Only one stretch of the data is wanted: the line containing "middle mcp: (916, 855)", the line containing "ring dip: (1182, 851)", and every line between them, copied exactly.

-- Data listing follows --

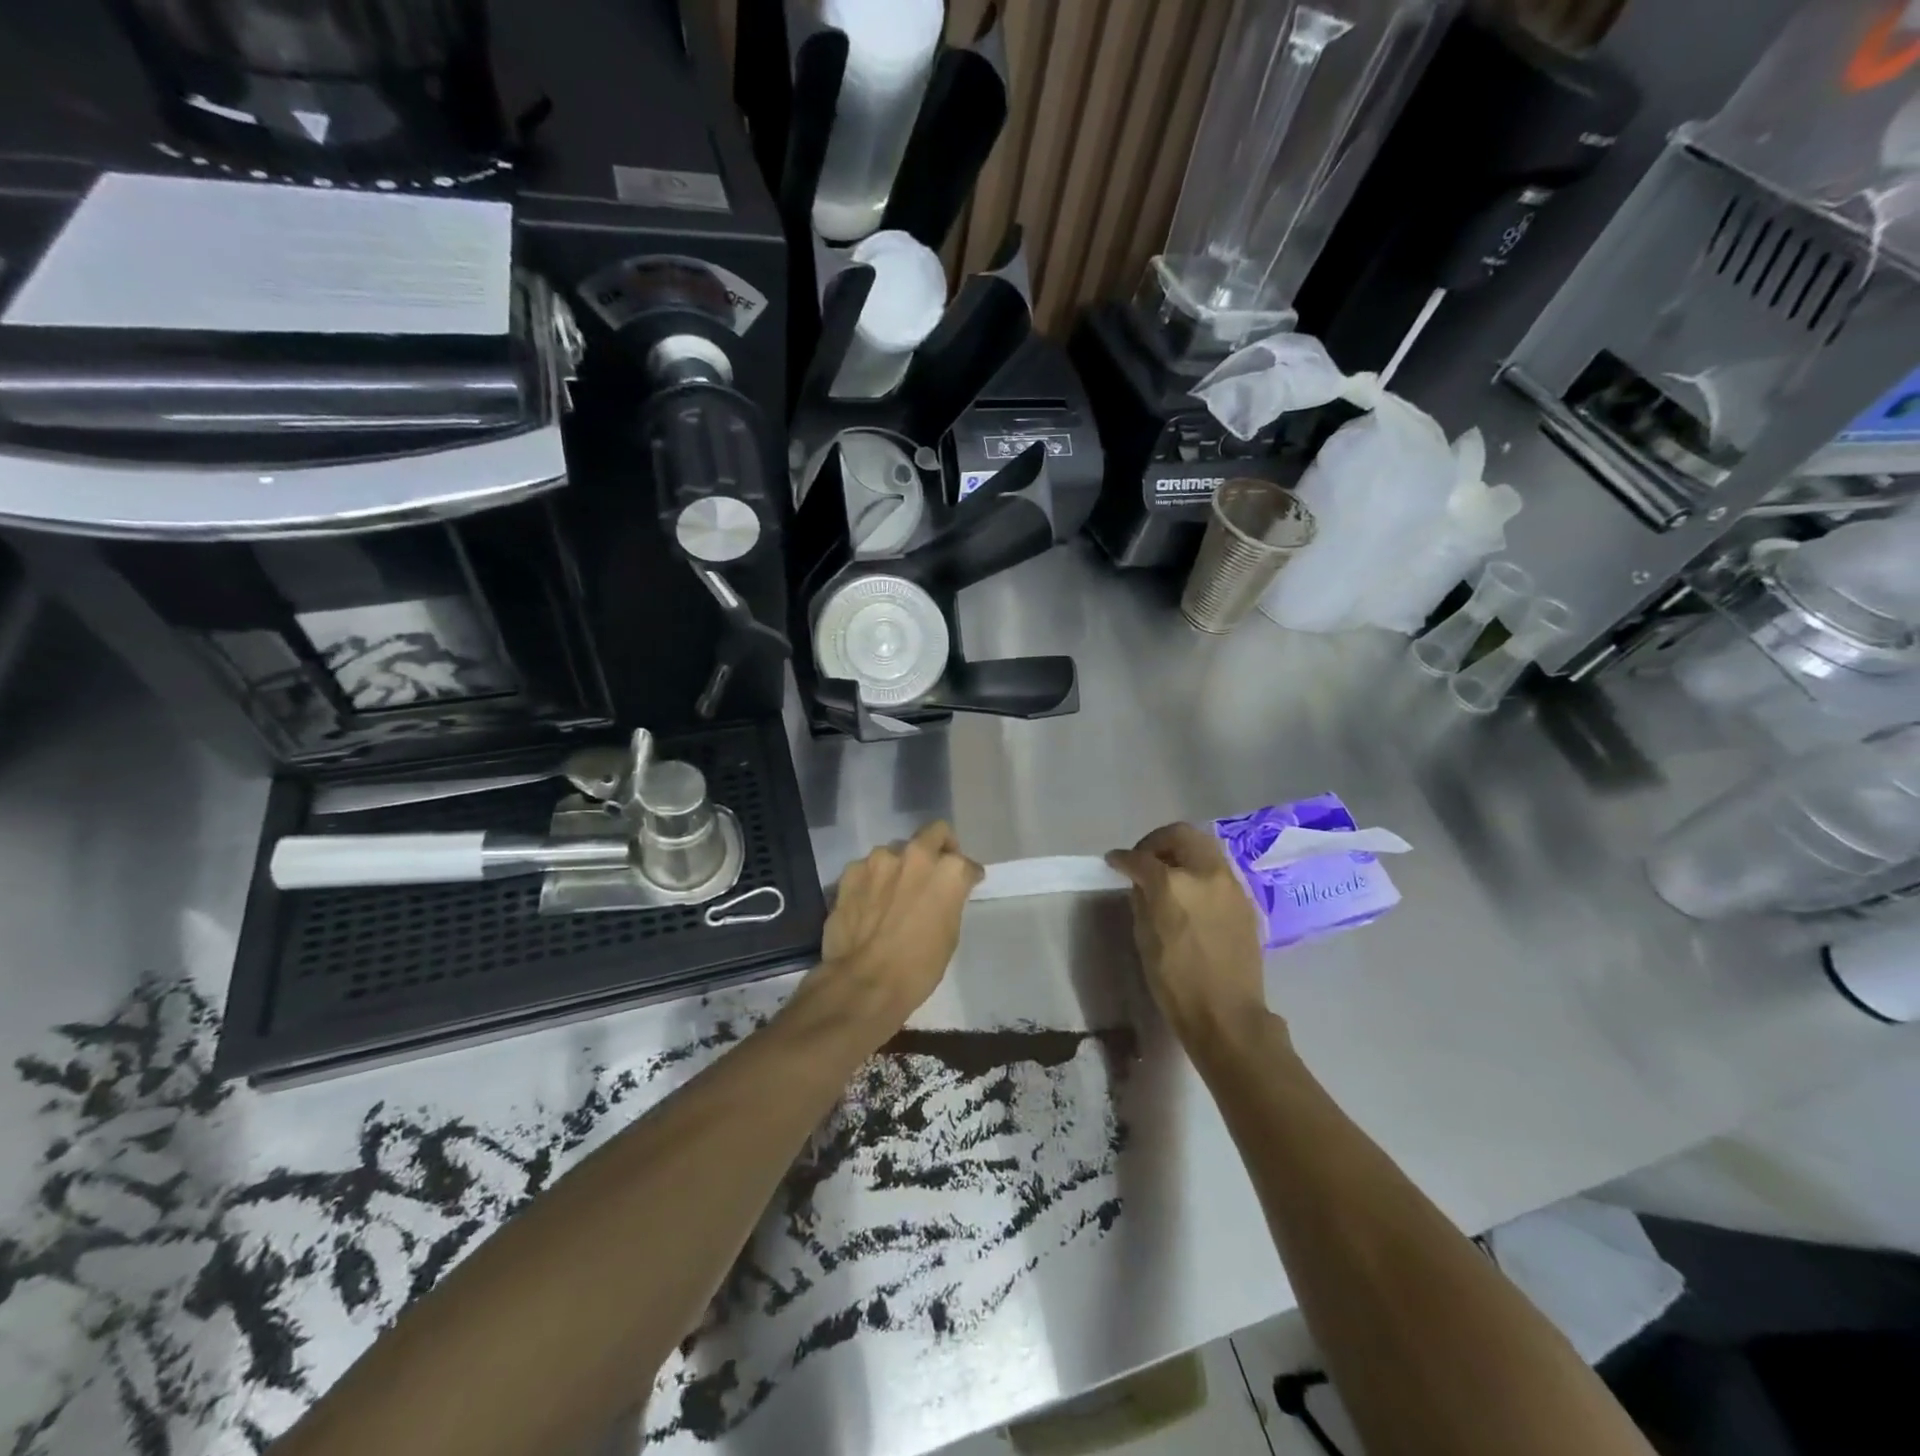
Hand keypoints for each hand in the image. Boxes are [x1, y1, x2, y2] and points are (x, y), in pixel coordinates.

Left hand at [804, 821, 983, 1042]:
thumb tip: (943, 893)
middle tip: (933, 873)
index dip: (967, 875)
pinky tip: (868, 903)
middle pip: (934, 834)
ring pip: (896, 852)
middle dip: (938, 848)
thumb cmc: (918, 967)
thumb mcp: (950, 934)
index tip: (965, 885)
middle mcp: (916, 855)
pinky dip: (872, 880)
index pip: (966, 863)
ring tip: (893, 893)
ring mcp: (880, 859)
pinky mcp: (851, 870)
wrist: (864, 982)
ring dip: (900, 867)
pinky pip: (868, 868)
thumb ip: (949, 899)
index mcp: (949, 871)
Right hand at [1107, 823, 1269, 1047]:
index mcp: (1173, 884)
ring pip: (1204, 846)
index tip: (1114, 862)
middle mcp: (1205, 874)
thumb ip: (1142, 900)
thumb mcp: (1145, 938)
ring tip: (1168, 872)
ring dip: (1182, 851)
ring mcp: (1230, 884)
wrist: (1227, 1015)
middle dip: (1157, 842)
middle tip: (1144, 859)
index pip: (1141, 858)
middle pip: (1181, 835)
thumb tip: (1141, 881)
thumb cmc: (1176, 982)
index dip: (1122, 858)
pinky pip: (1218, 869)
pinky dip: (1200, 869)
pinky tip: (1191, 892)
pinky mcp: (1245, 900)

-- Data listing concluded --

**Your solution:**
middle mcp: (916, 855)
pinky dip: (872, 880)
index pip: (966, 863)
ring tip: (893, 893)
ring mcp: (880, 859)
pinky mcp: (851, 870)
wrist: (864, 982)
ring dip: (900, 867)
pinky pip: (868, 868)
thumb ip: (949, 899)
index mcp: (949, 871)
Right hand at [1107, 823, 1269, 1047]:
index mcp: (1173, 884)
ring pip: (1204, 846)
index tip: (1114, 862)
middle mcp: (1205, 874)
thumb ip: (1142, 900)
thumb mcp: (1145, 938)
ring tip: (1168, 872)
ring dip: (1182, 851)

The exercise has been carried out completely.